Reputation: 183
I have been using the module pandas for data scraping, and albeit I understood how to (), I'm still unsure about how can I compare 2 or more columns of a CSV. Taking as an example the code below, I wanted to find out, e.g. the 3 publishers who published more Action, Shooter and Platform games, separately. I wrote the code below, but the output shows "False" instead of the name of the Genre. At least I believe the top 3 publishers are correct, but I'm not sure. Could anyone have a look?
import pandas as pd
data = pd.read_csv("https://sites.google.com/site/dr2fundamentospython/arquivos/Video_Games_Sales_as_at_22_Dec_2016.csv")

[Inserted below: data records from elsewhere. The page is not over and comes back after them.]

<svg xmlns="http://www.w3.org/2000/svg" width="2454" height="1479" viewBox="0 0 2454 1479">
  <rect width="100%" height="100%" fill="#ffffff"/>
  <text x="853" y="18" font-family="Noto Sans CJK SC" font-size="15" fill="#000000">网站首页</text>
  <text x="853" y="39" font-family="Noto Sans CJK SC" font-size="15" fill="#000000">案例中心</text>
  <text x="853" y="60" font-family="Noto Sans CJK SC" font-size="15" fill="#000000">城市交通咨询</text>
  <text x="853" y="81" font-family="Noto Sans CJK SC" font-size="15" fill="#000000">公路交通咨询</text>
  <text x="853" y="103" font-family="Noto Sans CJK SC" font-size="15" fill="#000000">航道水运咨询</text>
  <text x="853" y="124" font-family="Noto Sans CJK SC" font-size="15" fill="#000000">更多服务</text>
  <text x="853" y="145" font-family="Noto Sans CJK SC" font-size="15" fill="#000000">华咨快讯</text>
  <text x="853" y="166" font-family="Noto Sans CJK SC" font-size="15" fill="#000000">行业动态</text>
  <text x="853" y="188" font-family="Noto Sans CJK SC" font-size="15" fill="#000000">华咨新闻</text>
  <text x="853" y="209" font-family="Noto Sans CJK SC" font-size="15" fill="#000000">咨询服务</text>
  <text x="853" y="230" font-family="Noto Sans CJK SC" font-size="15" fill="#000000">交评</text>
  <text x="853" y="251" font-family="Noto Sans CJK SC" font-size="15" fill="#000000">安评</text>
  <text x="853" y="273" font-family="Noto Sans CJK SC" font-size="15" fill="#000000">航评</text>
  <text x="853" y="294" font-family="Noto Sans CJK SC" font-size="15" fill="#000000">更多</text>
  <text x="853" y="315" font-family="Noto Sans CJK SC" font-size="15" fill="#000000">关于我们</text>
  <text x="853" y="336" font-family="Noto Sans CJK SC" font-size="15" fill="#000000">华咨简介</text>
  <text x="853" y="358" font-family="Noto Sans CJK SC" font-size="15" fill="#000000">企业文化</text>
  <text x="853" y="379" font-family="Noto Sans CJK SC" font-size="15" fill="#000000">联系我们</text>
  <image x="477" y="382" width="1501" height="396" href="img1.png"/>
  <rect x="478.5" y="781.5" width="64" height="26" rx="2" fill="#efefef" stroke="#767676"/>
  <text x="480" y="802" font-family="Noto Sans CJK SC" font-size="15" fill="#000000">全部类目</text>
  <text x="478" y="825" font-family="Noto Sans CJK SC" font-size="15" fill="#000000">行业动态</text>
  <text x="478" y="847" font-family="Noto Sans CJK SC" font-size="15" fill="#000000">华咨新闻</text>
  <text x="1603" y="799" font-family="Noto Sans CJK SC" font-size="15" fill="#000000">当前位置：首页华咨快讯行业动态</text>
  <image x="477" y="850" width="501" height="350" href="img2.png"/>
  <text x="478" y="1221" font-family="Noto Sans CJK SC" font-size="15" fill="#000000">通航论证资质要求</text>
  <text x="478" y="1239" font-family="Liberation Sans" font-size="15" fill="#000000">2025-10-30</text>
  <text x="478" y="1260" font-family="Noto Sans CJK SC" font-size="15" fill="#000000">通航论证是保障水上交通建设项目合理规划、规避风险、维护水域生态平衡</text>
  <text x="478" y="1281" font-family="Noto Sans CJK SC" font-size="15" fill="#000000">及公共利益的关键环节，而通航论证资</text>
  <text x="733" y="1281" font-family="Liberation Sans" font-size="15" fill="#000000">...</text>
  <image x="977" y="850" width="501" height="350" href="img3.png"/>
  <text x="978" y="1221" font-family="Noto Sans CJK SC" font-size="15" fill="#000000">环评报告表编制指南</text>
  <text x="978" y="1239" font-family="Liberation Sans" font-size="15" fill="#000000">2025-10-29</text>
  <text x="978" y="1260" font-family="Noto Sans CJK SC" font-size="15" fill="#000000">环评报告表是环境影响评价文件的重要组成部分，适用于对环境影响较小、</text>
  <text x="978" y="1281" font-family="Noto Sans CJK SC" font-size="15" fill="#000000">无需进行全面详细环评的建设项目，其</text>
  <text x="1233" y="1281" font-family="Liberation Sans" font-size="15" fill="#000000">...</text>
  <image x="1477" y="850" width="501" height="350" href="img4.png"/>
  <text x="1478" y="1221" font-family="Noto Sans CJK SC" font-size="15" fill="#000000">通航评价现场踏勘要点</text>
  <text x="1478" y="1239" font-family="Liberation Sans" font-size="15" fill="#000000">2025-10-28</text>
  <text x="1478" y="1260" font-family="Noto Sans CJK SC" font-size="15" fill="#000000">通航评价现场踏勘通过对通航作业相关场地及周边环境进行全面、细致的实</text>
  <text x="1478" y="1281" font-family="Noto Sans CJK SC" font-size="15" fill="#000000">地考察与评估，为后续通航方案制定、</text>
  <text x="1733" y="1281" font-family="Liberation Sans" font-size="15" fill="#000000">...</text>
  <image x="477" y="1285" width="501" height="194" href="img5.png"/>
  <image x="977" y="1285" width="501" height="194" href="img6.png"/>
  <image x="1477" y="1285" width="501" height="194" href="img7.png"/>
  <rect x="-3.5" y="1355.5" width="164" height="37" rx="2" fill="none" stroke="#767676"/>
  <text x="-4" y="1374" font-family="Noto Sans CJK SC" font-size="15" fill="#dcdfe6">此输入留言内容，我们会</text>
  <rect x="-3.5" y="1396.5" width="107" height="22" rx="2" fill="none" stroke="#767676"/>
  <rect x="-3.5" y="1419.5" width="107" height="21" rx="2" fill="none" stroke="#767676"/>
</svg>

a = data['Publisher'].groupby((data['Genre'] == 'Action')).value_counts().head(3)
print(a)
s = data['Publisher'].groupby((data['Genre'] == 'Shooter')).value_counts().head(3)
print(s)
p = data['Publisher'].groupby((data['Genre'] == 'Platform')).value_counts().head(3)
print(p)
Also, I should find out the top 3 publishers who sold the most Action, Shooter and Platform Games altogether. I tried writing this, but didn't work. How can I use 3 items of the same column, at the same time, and compare them with another 2 columns? And what if I want to include a time frame, e.g., compare all these columns for the past 10 years?
import pandas as pd
data = pd.read_csv("https://sites.google.com/site/dr2fundamentospython/arquivos/Video_Games_Sales_as_at_22_Dec_2016.csv")

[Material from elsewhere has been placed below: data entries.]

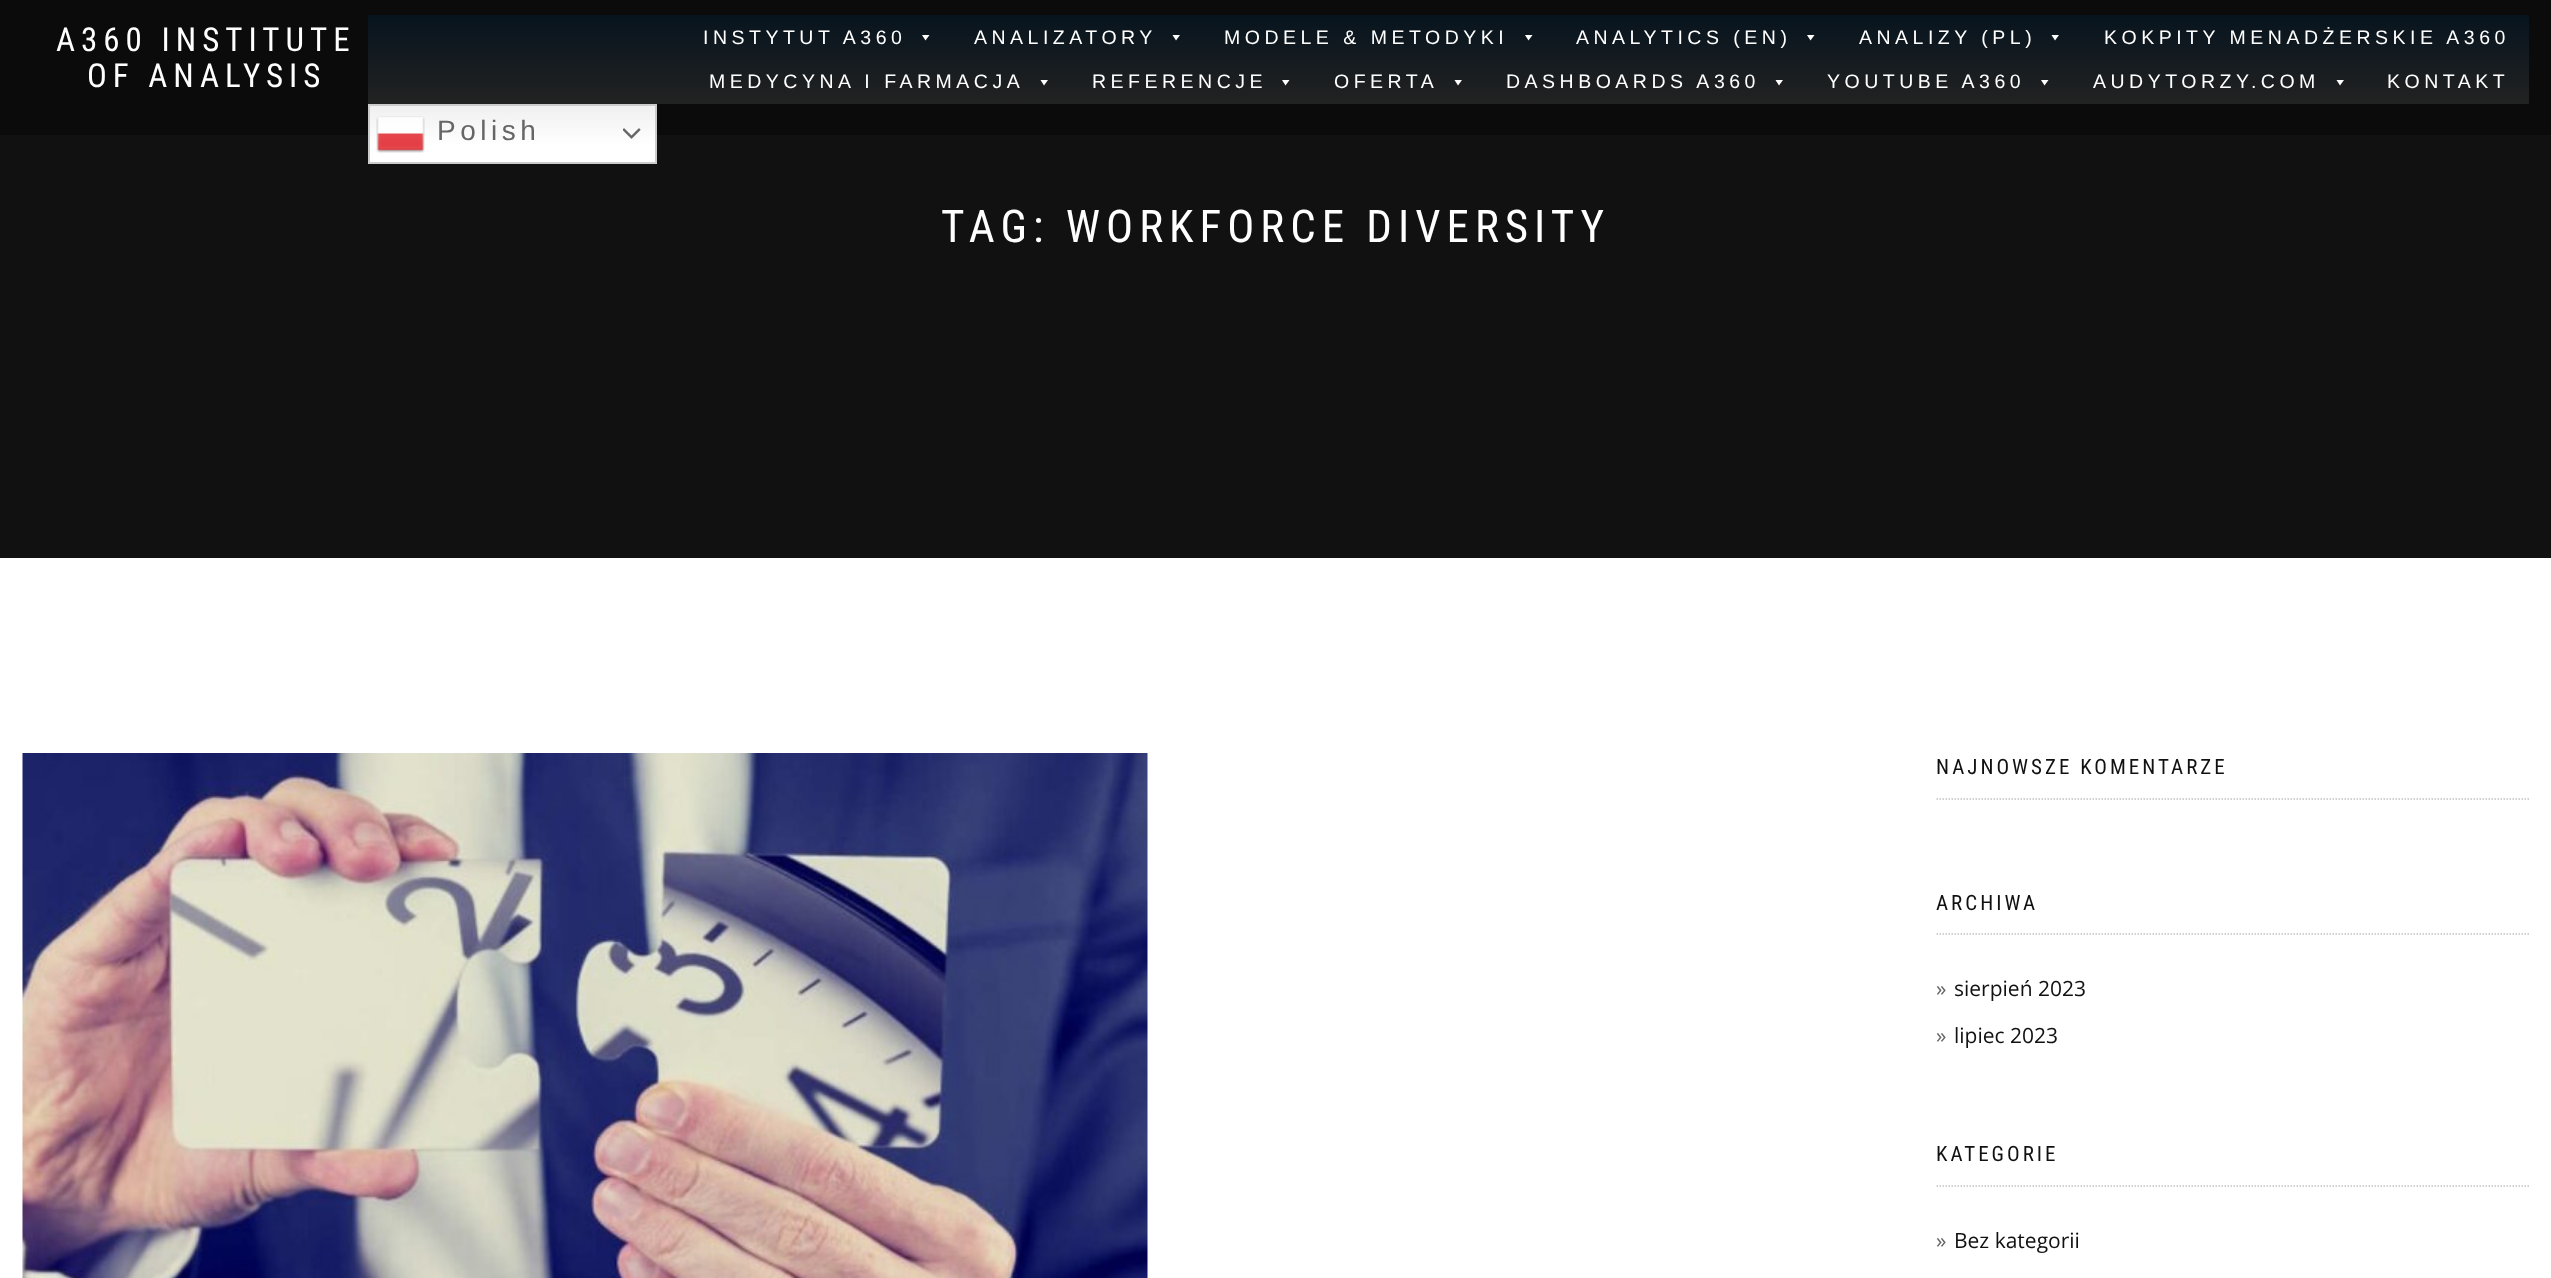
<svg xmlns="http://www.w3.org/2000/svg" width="2551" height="1278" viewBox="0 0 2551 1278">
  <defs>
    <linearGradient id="g1" gradientUnits="userSpaceOnUse" x1="1448" y1="15" x2="1448" y2="104"><stop offset="0" stop-color="#07141e"/><stop offset="1" stop-color="#222222"/></linearGradient>
    <linearGradient id="g2" gradientUnits="userSpaceOnUse" x1="512" y1="103" x2="512" y2="164"><stop offset="0" stop-color="#efefef"/><stop offset="0.7" stop-color="#ffffff"/></linearGradient>
  </defs>
  <rect width="100%" height="100%" fill="#ffffff"/>
  <rect x="0" y="0" width="2551" height="135" fill="#0b0b0b"/>
  <text x="56" y="51" font-family="Roboto Condensed" font-size="33" letter-spacing="6" fill="#ffffff">A360 INSTITUTE</text>
  <text x="87" y="87" font-family="Roboto Condensed" font-size="33" letter-spacing="6" fill="#ffffff">OF ANALYSIS</text>
  <rect x="368" y="15" width="2161" height="89" fill="url(#g1)"/>
  <text x="703" y="44" font-family="Liberation Sans" font-size="19.5" letter-spacing="4.5" fill="#ffffff">INSTYTUT A360</text>
  <path d="M929.5 35L925.5 40.5L922 35Z" fill="#ffffff"/>
  <text x="974" y="44" font-family="Liberation Sans" font-size="19.5" letter-spacing="4.5" fill="#ffffff">ANALIZATORY</text>
  <path d="M1180 35L1176 40.5L1172.5 35Z" fill="#ffffff"/>
  <text x="1224" y="44" font-family="Liberation Sans" font-size="19.5" letter-spacing="4.5" fill="#ffffff">MODELE &amp; METODYKI</text>
  <path d="M1532.5 35L1528.5 40.5L1525 35Z" fill="#ffffff"/>
  <text x="1576" y="44" font-family="Liberation Sans" font-size="19.5" letter-spacing="4.5" fill="#ffffff">ANALYTICS (EN)</text>
  <path d="M1814.5 35L1810.5 40.5L1807 35Z" fill="#ffffff"/>
  <text x="1859" y="44" font-family="Liberation Sans" font-size="19.5" letter-spacing="4.5" fill="#ffffff">ANALIZY (PL)</text>
  <path d="M2059 35L2055 40.5L2051.5 35Z" fill="#ffffff"/>
  <text x="2104" y="44" font-family="Liberation Sans" font-size="19.5" letter-spacing="4.5" fill="#ffffff">KOKPITY MENADŻERSKIE A360</text>
  <text x="709" y="88" font-family="Liberation Sans" font-size="19.5" letter-spacing="4.5" fill="#ffffff">MEDYCYNA I FARMACJA</text>
  <path d="M1048 80L1044 85.5L1040.5 80Z" fill="#ffffff"/>
  <text x="1092" y="88" font-family="Liberation Sans" font-size="19.5" letter-spacing="4.5" fill="#ffffff">REFERENCJE</text>
  <path d="M1289.5 80L1285.5 85.5L1282 80Z" fill="#ffffff"/>
  <text x="1334" y="88" font-family="Liberation Sans" font-size="19.5" letter-spacing="4.5" fill="#ffffff">OFERTA</text>
  <path d="M1462 80L1458 85.5L1454.5 80Z" fill="#ffffff"/>
  <text x="1506" y="88" font-family="Liberation Sans" font-size="19.5" letter-spacing="4.5" fill="#ffffff">DASHBOARDS A360</text>
  <path d="M1783 80L1779 85.5L1775.5 80Z" fill="#ffffff"/>
  <text x="1827" y="88" font-family="Liberation Sans" font-size="19.5" letter-spacing="4.5" fill="#ffffff">YOUTUBE A360</text>
  <path d="M2048.5 80L2044.5 85.5L2041 80Z" fill="#ffffff"/>
  <text x="2093" y="88" font-family="Liberation Sans" font-size="19.5" letter-spacing="4.5" fill="#ffffff">AUDYTORZY.COM</text>
  <path d="M2344 80L2340 85.5L2336.5 80Z" fill="#ffffff"/>
  <text x="2387" y="88" font-family="Liberation Sans" font-size="19.5" letter-spacing="4.5" fill="#ffffff">KONTAKT</text>
  <rect x="0" y="135" width="2551" height="423" fill="#111111"/>
  <rect x="370" y="106" width="285" height="56" fill="url(#g2)"/>
  <rect x="369" y="105" width="287" height="58" fill="none" stroke="#cccccc" stroke-width="2"/>
  <image x="376" y="116" width="49" height="37" href="img1.png"/>
  <text x="437" y="140" font-family="Liberation Sans" font-size="28" letter-spacing="4.5" fill="#666666">Polish</text>
  <image x="623" y="128" width="18" height="11" href="img2.png"/>
  <text x="941" y="242" font-family="Roboto Condensed" font-size="45" letter-spacing="6" fill="#ffffff">TAG: WORKFORCE DIVERSITY</text>
  <image x="22" y="753" width="1126" height="525" href="img3.png"/>
  <path d="M1936.5 799H2529" fill="none" stroke="#c2c2c2" stroke-width="1.5" stroke-dasharray="1.5 1.5"/>
  <text x="1936" y="774" font-family="Roboto Condensed" font-size="21" letter-spacing="3" fill="#111111">NAJNOWSZE KOMENTARZE</text>
  <path d="M1936.5 934H2529" fill="none" stroke="#c2c2c2" stroke-width="1.5" stroke-dasharray="1.5 1.5"/>
  <text x="1936" y="910" font-family="Roboto Condensed" font-size="21" letter-spacing="3" fill="#111111">ARCHIWA</text>
  <text x="1936" y="996" font-family="Open Sans" font-size="21" fill="#666666">»</text>
  <text x="1954" y="996" font-family="Open Sans" font-size="21" fill="#111111">sierpień 2023</text>
  <text x="1936" y="1043" font-family="Open Sans" font-size="21" fill="#666666">»</text>
  <text x="1954" y="1043" font-family="Open Sans" font-size="21" fill="#111111">lipiec 2023</text>
  <path d="M1936.5 1186H2529" fill="none" stroke="#c2c2c2" stroke-width="1.5" stroke-dasharray="1.5 1.5"/>
  <text x="1936" y="1161" font-family="Roboto Condensed" font-size="21" letter-spacing="3" fill="#111111">KATEGORIE</text>
  <text x="1936" y="1248" font-family="Open Sans" font-size="21" fill="#666666">»</text>
  <text x="1954" y="1248" font-family="Open Sans" font-size="21" fill="#111111">Bez kategorii</text>
</svg>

a = ((data['Genre'] == 'Action') & (data['Genre'] == 'Shooter') & (data['Genre'] == 'Platform')).groupby((data['Publisher']) & (data['Global_Sales'])).value_counts().head(3)
print(a)
Upvotes: 0
Views: 125
Reputation: 85
For the first doubt, you can code:
import pandas as pd
data = pd.read_csv("https://sites.google.com/site/dr2fundamentospython/arquivos/Video_Games_Sales_as_at_22_Dec_2016.csv")
# Group data in Genres
grouped_data = data['Publisher'].groupby((data['Genre'])).value_counts()
# By know you already have the values you want inside the "grouped_data"
# But, you can create smaller tables to see it better
a = grouped_data['Action']
s = grouped_data['Shooter']
p = grouped_data['Platform']
I did not get exactly what you need in the second question. But you can do compare Publisher and Genre using:
import pandas as pd
data = pd.read_csv("https://sites.google.com/site/dr2fundamentospython/arquivos/Video_Games_Sales_as_at_22_Dec_2016.csv")
# group data by Publisher and Genre using .sum() for getting total sales
grouped_2 = data.groupby((data['Publisher'], data['Genre'])).sum()
# Look for a specific Publisher x Genre
specific = grouped_2.loc['Nintendo', 'Sports']
print(specific)
# For making the analysis for last 10 years
Recent_data = data[data['Year_of_Release']>2010]
# Now, you can replace "data" for "Recent_data" and make the same analysis for the last 10 years.
Upvotes: 0
Reputation: 7604
For the first 3, you can do this:
data = pd.read_csv("https://sites.google.com/site/dr2fundamentospython/arquivos/Video_Games_Sales_as_at_22_Dec_2016.csv")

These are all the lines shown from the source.